Excerpts from a dataset:

↓

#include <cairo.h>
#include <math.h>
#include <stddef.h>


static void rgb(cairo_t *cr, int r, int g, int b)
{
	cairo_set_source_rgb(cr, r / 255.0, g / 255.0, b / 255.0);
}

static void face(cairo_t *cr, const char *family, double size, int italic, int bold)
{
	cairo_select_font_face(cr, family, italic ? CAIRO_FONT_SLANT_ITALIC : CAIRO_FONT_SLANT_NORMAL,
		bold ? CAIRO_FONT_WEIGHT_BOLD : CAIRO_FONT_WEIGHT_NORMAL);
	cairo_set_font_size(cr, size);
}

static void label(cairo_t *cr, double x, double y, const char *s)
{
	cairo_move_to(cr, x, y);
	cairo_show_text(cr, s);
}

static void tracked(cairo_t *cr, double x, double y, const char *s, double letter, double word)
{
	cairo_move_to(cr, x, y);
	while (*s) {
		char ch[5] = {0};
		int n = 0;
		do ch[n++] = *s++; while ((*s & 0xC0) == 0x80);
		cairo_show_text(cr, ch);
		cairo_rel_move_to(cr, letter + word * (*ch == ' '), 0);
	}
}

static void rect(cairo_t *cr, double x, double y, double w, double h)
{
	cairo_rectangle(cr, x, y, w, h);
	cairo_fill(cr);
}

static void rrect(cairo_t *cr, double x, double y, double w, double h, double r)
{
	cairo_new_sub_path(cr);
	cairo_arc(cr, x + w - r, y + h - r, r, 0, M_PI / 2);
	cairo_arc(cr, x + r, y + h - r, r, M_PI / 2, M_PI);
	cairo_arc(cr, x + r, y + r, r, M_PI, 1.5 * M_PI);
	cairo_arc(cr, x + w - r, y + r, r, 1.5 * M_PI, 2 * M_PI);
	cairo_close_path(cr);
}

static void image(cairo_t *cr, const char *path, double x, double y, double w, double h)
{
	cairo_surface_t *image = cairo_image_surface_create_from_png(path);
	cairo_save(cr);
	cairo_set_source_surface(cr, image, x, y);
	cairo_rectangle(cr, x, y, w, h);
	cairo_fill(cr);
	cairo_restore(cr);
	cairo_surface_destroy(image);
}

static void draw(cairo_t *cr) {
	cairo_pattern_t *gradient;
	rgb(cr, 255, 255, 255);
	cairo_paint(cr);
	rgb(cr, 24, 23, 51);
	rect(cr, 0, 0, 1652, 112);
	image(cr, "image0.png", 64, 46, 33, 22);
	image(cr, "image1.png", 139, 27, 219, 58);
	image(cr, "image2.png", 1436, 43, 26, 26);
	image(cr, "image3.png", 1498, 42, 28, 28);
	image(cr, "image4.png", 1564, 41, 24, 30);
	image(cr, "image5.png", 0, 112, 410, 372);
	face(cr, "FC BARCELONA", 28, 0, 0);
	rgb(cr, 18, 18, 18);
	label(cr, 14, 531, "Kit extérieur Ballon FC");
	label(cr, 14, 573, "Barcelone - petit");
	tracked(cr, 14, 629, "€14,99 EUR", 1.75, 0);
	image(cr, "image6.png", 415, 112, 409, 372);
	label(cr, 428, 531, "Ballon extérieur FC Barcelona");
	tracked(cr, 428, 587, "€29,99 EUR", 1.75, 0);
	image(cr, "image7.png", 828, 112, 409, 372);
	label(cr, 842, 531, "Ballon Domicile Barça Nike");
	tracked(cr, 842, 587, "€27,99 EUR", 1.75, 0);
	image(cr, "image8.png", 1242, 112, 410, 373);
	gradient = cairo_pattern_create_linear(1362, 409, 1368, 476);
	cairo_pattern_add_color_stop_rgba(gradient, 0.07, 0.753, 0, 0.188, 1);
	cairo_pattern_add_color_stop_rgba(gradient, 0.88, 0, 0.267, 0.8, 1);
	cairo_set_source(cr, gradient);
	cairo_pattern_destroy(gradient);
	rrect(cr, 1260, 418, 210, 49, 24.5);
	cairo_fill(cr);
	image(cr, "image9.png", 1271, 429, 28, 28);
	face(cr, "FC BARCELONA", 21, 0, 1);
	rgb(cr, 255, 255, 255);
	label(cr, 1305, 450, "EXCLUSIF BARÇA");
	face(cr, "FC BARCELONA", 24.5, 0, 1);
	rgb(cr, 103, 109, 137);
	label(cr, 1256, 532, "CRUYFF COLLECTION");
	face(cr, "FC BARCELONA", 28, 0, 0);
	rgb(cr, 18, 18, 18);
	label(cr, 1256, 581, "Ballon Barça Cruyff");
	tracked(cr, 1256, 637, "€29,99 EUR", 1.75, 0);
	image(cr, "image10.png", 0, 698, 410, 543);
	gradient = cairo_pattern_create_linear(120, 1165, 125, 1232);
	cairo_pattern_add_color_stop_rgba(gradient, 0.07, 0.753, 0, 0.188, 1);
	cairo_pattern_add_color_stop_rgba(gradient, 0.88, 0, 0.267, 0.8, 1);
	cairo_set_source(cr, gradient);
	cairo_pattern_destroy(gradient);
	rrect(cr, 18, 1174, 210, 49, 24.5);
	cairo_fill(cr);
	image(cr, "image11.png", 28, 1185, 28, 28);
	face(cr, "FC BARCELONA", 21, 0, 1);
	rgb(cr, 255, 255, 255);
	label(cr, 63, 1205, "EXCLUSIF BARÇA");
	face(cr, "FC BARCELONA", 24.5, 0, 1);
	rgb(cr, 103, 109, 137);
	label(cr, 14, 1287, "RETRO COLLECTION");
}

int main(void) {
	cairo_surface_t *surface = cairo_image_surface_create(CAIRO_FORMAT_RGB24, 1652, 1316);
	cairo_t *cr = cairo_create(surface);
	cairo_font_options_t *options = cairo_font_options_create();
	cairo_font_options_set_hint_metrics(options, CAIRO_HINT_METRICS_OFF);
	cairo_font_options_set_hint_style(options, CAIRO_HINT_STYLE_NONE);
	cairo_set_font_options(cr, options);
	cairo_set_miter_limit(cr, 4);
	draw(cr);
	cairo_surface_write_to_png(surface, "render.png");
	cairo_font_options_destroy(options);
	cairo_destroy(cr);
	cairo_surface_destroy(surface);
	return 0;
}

↑

> TASK BRIEF: The answer is the run of lines above from the line containing "static void tracked(cairo_t" through the line containing "cairo_show_text(cr, ch);", copied exactly and alone.

> ANSWER SECTION:
static void tracked(cairo_t *cr, double x, double y, const char *s, double letter, double word)
{
	cairo_move_to(cr, x, y);
	while (*s) {
		char ch[5] = {0};
		int n = 0;
		do ch[n++] = *s++; while ((*s & 0xC0) == 0x80);
		cairo_show_text(cr, ch);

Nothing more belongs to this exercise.